What the exercise asks: Every entry below is to be returned unchanged. Images are not part of the copy.

Recorded data:
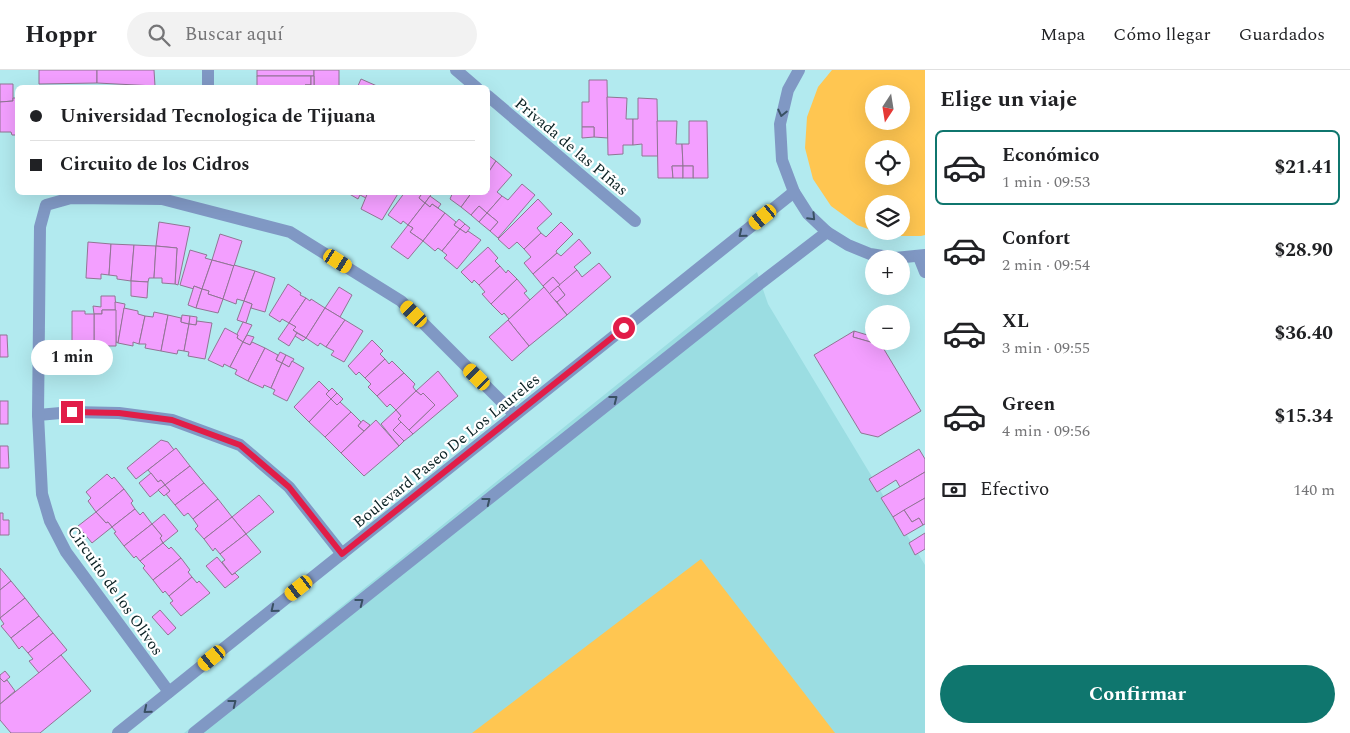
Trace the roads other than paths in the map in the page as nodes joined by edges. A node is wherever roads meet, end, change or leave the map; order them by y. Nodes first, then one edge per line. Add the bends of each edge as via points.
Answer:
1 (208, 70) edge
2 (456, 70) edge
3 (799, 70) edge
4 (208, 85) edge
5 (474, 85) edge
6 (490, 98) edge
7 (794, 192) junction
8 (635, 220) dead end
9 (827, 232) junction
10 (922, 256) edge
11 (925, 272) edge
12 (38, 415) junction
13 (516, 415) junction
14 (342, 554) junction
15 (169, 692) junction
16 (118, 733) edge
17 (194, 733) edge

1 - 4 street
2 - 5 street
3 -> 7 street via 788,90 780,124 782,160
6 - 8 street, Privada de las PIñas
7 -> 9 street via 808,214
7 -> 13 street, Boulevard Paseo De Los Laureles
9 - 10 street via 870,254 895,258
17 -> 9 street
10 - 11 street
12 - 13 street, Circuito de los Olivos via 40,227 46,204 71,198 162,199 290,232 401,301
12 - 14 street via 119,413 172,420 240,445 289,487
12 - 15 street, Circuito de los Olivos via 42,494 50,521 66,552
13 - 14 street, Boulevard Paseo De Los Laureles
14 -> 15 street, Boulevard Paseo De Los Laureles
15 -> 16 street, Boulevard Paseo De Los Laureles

Problem solution:
Trace the roads other than paths in the map in the page as nodes joined by edges. A node is wherever roads meet, end, change or leave the map; order them by y. Nodes first, then one edge per line. Add the bends of each edge as via points.
Answer:
1 (208, 70) edge
2 (456, 70) edge
3 (799, 70) edge
4 (208, 85) edge
5 (474, 85) edge
6 (490, 98) edge
7 (794, 192) junction
8 (635, 220) dead end
9 (827, 232) junction
10 (922, 256) edge
11 (925, 272) edge
12 (38, 415) junction
13 (516, 415) junction
14 (342, 554) junction
15 (169, 692) junction
16 (118, 733) edge
17 (194, 733) edge

1 - 4 street
2 - 5 street
3 -> 7 street via 788,90 780,124 782,160
6 - 8 street, Privada de las PIñas
7 -> 9 street via 808,214
7 -> 13 street, Boulevard Paseo De Los Laureles
9 - 10 street via 870,254 895,258
17 -> 9 street
10 - 11 street
12 - 13 street, Circuito de los Olivos via 40,227 46,204 71,198 162,199 290,232 401,301
12 - 14 street via 119,413 172,420 240,445 289,487
12 - 15 street, Circuito de los Olivos via 42,494 50,521 66,552
13 - 14 street, Boulevard Paseo De Los Laureles
14 -> 15 street, Boulevard Paseo De Los Laureles
15 -> 16 street, Boulevard Paseo De Los Laureles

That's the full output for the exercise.